The first thing to note is that the Council foresees few major structual changes to the overall jobs economy. The most important exception is that clean energy jobs are expected to skyrocket, with more than 50 percent growth predicted between 2000 and 2016. Besides that, growth by industry is expected to be fairly constant, as you can see in this graph.
Comparing the percentage distribution of workers across industries in 2008 vs. 2016 -- that is, comparing the 2008's blue bar to 2016's teal bar -- suggests that while business and financial services will take the biggest hit, health and education services are expected to increase by an even higher percentage. Most other industries percentage of the jobs market is mostly unchanged. Manufacturing, they predict, will fall by less than expected.
The graph below projects the industries where we can expect to see the most jobs added. From nursing to physicians to "other medical services," it's quite clear that health care dominates the list.
Leading the pack is a group called "other medical services and dentists," which the reports counts as home health care, outpatient care, and medical and diagnostic laboratories subsectors. The report foresees especially dramatic growth in what it calls the "health support" industry, with its focus on our aging population. It's also quite clear from this graph that the Council expects construction to add millions of jobs with the recession ends and residential and commercial contracts pick up.
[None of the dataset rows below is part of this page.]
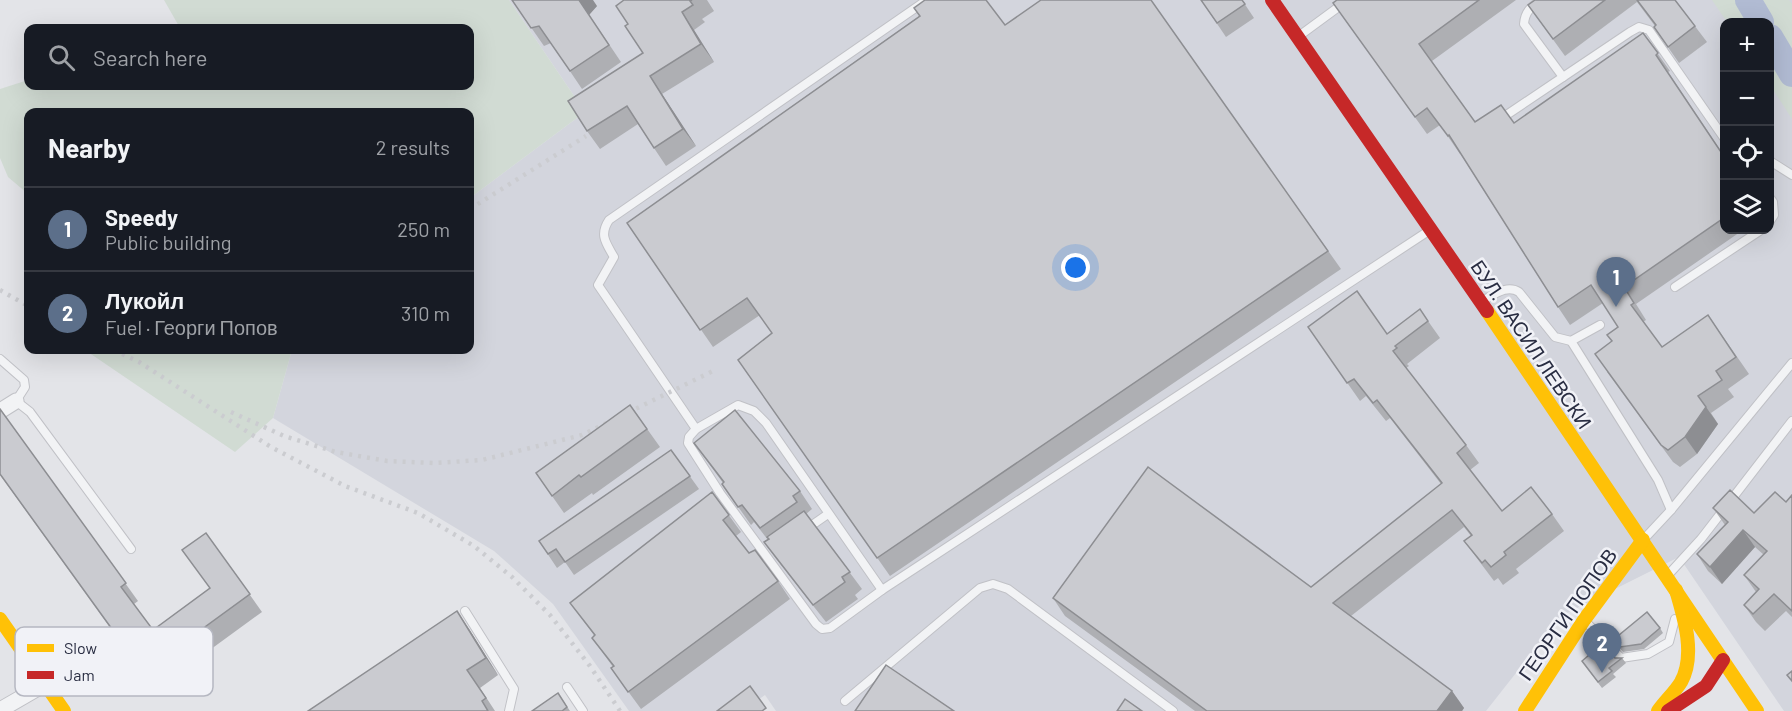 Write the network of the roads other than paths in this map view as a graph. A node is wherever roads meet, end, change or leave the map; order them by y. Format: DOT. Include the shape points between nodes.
graph roads {
  1 [pos="927,0"];
  2 [pos="1272,0"];
  3 [pos="1348,0"];
  4 [pos="1541,0"];
  5 [pos="1297,37"];
  6 [pos="1563,77"];
  7 [pos="1505,116"];
  8 [pos="1720,130"];
  9 [pos="1774,164"];
  10 [pos="1792,175"];
  11 [pos="1430,230"];
  12 [pos="1755,234"];
  13 [pos="1675,287"];
  14 [pos="1481,302"];
  15 [pos="1600,325"];
  16 [pos="1571,341"];
  17 [pos="0,359"];
  18 [pos="1792,363"];
  19 [pos="16,401"];
  20 [pos="0,411"];
  21 [pos="1792,421"];
  22 [pos="696,429"];
  23 [pos="1671,510"];
  24 [pos="828,514"];
  25 [pos="802,532"];
  26 [pos="1643,540"];
  27 [pos="131,549"];
  28 [pos="776,550"];
  29 [pos="767,556"];
  30 [pos="1667,576"];
  31 [pos="882,590"];
  32 [pos="1676,591"];
  33 [pos="465,611"];
  34 [pos="0,619"];
  35 [pos="1584,620"];
  36 [pos="15,641"];
  37 [pos="1723,660"];
  38 [pos="1682,680"];
  39 [pos="567,687"];
  40 [pos="24,696"];
  41 [pos="53,696"];
  42 [pos="845,701"];
  43 [pos="0,710"];
  44 [pos="64,711"];
  45 [pos="509,711"];
  46 [pos="583,711"];
  47 [pos="1173,711"];
  48 [pos="1525,711"];
  49 [pos="1658,711"];
  50 [pos="1668,711"];
  51 [pos="1757,711"];
  1 -- 22 [label="lane" via="604,227 603,237 614,257 598,285"];
  2 -- 5 [label="street, БУЛ. ВАСИЛ ЛЕВСКИ"];
  3 -- 5 [label="lane"];
  4 -- 6 [label="lane" via="1529,8 1524,24"];
  5 -- 11 [label="street, БУЛ. ВАСИЛ ЛЕВСКИ"];
  6 -- 7 [label="lane"];
  6 -- 8 [label="lane" via="1630,32 1640,27 1649,30"];
  9 -- 10 [label="lane"];
  11 -- 14 [label="street, БУЛ. ВАСИЛ ЛЕВСКИ"];
  11 -- 31 [label="lane"];
  12 -- 13 [label="lane"];
  14 -- 16 [label="lane" via="1514,288 1555,337"];
  14 -- 26 [label="street, БУЛ. ВАСИЛ ЛЕВСКИ"];
  15 -- 16 [label="lane"];
  16 -- 23 [label="lane" via="1658,480"];
  17 -- 19 [label="lane" via="24,380 25,387"];
  18 -- 23 [label="lane"];
  19 -- 20 [label="street"];
  19 -- 27 [label="lane" via="30,412"];
  21 -- 30 [label="lane" via="1701,539"];
  22 -- 24 [label="lane" via="738,405 754,411"];
  22 -- 29 [label="lane" via="688,443"];
  23 -- 26 [label="lane"];
  24 -- 25 [label="lane"];
  24 -- 31 [label="lane"];
  26 -- 30 [label="street, БУЛ. ВАСИЛ ЛЕВСКИ"];
  26 -- 35 [label="street, ГЕОРГИ ПОПОВ"];
  28 -- 29 [label="lane"];
  29 -- 31 [label="lane" via="801,606 822,628 830,628"];
  30 -- 32 [label="street, БУЛ. ВАСИЛ ЛЕВСКИ"];
  32 -- 35 [label="lane" via="1675,624 1669,642 1648,654 1621,658"];
  32 -- 37 [label="street, БУЛ. ВАСИЛ ЛЕВСКИ"];
  32 -- 38 [label="street" via="1688,650"];
  33 -- 45 [label="lane" via="514,689"];
  34 -- 36 [label="street"];
  35 -- 48 [label="street, ГЕОРГИ ПОПОВ"];
  37 -- 38 [label="street"];
  37 -- 50 [label="street" via="1716,676 1702,691"];
  37 -- 51 [label="street, БУЛ. ВАСИЛ ЛЕВСКИ"];
  38 -- 49 [label="street"];
  39 -- 46 [label="lane"];
  40 -- 43 [label="street"];
  41 -- 44 [label="street"];
  42 -- 47 [label="lane" via="980,588 993,584 1008,589"];
}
The thing that struck me about the Council's study was how unsurprising its results were. To me, there are basically three observations: 1) Health care growth will continue to embrace millions of jobs; 2) Despite small drops in manufacturing and financial services, we can expect the job distribution of 2016 to look very much like 2008; and 3) Construction will come roaring back in the next decade, down from the doldrums of the housing bubble implosion.